Omitting the pictures, restate all of the entries below exactly.
Segment Open
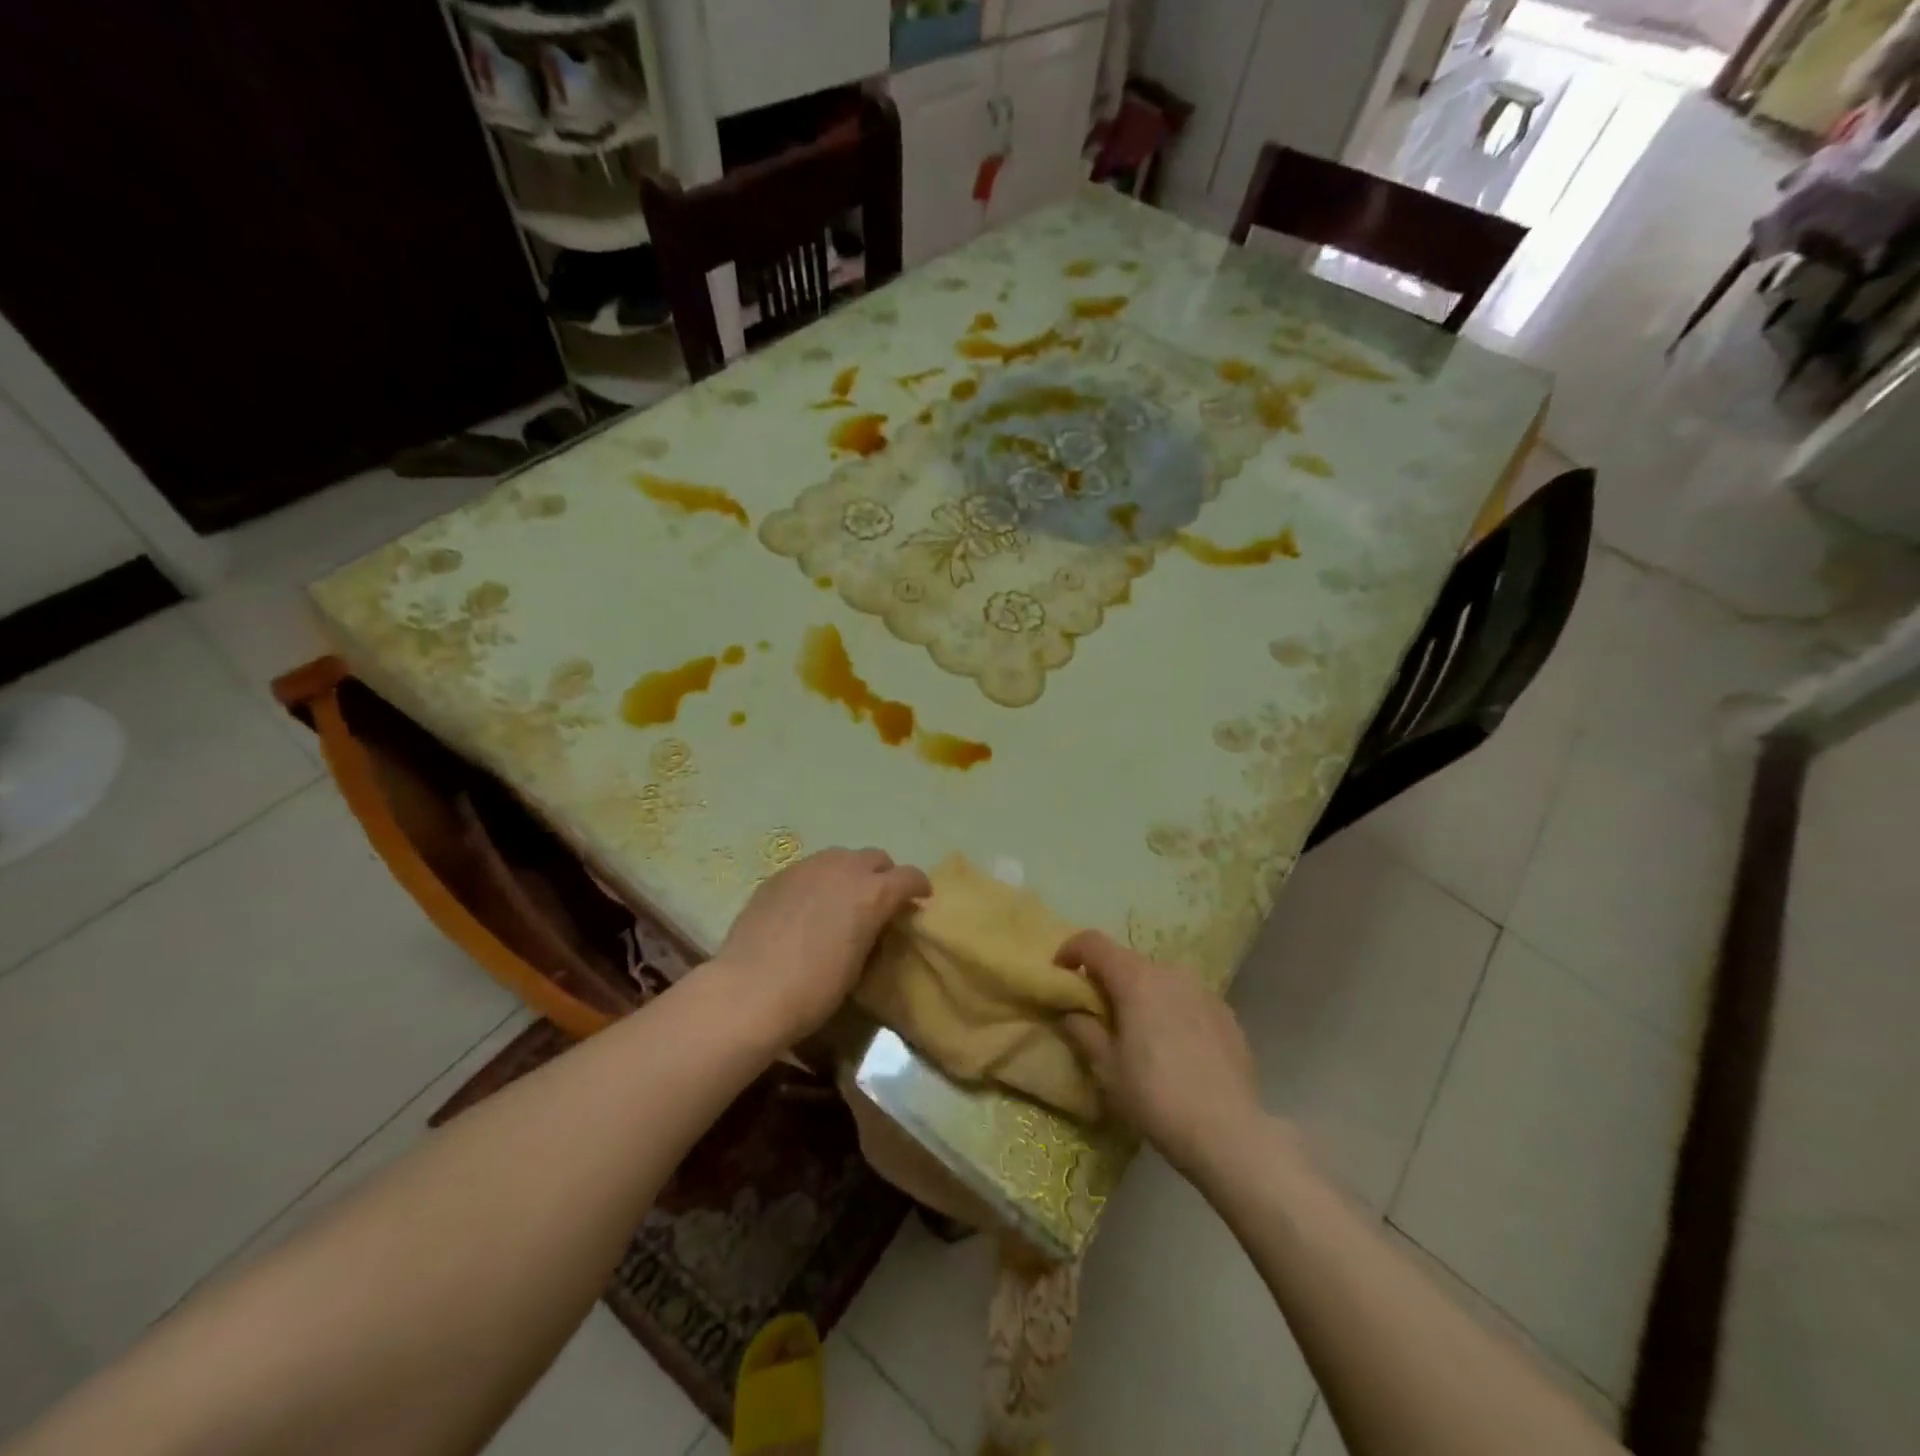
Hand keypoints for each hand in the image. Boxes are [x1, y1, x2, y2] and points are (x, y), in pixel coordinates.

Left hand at [712, 847, 929, 1041]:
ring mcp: (808, 867)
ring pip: (841, 857)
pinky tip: (807, 907)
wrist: (749, 991)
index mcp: (873, 892)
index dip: (918, 888)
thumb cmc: (814, 990)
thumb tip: (875, 922)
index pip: (910, 876)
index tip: (920, 900)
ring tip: (841, 900)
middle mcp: (844, 868)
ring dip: (850, 873)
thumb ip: (873, 929)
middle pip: (876, 858)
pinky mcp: (779, 875)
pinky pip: (809, 869)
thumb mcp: (859, 963)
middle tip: (879, 901)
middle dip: (883, 876)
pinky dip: (818, 881)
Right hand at [1057, 931, 1263, 1176]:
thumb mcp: (1107, 1069)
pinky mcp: (1227, 1013)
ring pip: (1160, 980)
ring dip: (1142, 995)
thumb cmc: (1156, 1097)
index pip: (1093, 943)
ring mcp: (1204, 990)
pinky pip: (1187, 1000)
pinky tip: (1174, 1048)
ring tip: (1139, 1032)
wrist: (1229, 1132)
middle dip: (1107, 980)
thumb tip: (1071, 1013)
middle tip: (1098, 1014)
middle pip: (1128, 961)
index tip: (1060, 973)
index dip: (1070, 951)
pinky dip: (1171, 1011)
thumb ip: (1084, 1031)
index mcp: (1136, 979)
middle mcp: (1171, 972)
Segment Closed
Finished exercise
Hand keypoints for each hand in the image. Boxes are [x1, y1, x2, y2] and points are (x, y), in pixel coordinates.

Left hand at [712, 847, 929, 1041]:
ring mcp: (808, 867)
ring pip: (841, 857)
pinky tip: (807, 907)
wrist: (749, 991)
index mcp: (873, 892)
index dip: (918, 888)
thumb cmc: (814, 990)
thumb tip: (875, 922)
index pip: (910, 876)
index tip: (920, 900)
ring tip: (841, 900)
middle mcp: (844, 868)
ring dip: (850, 873)
thumb ip: (873, 929)
middle pip: (876, 858)
pinky mcp: (779, 875)
pinky pip: (809, 869)
thumb mcp: (859, 963)
middle tip: (879, 901)
middle dip: (883, 876)
pinky dip: (818, 881)
Right hand at [1057, 931, 1263, 1176]:
thumb mcp: (1107, 1069)
pinky mcp: (1227, 1013)
ring pip: (1160, 980)
ring dip: (1142, 995)
thumb cmc: (1156, 1097)
index pip: (1093, 943)
ring mcp: (1204, 990)
pinky pip: (1187, 1000)
pinky tip: (1174, 1048)
ring tip: (1139, 1032)
wrist: (1229, 1132)
middle dip: (1107, 980)
thumb tip: (1071, 1013)
middle tip: (1098, 1014)
middle pip: (1128, 961)
index tip: (1060, 973)
index dip: (1070, 951)
pinky dip: (1171, 1011)
thumb ip: (1084, 1031)
index mcp: (1136, 979)
middle mcp: (1171, 972)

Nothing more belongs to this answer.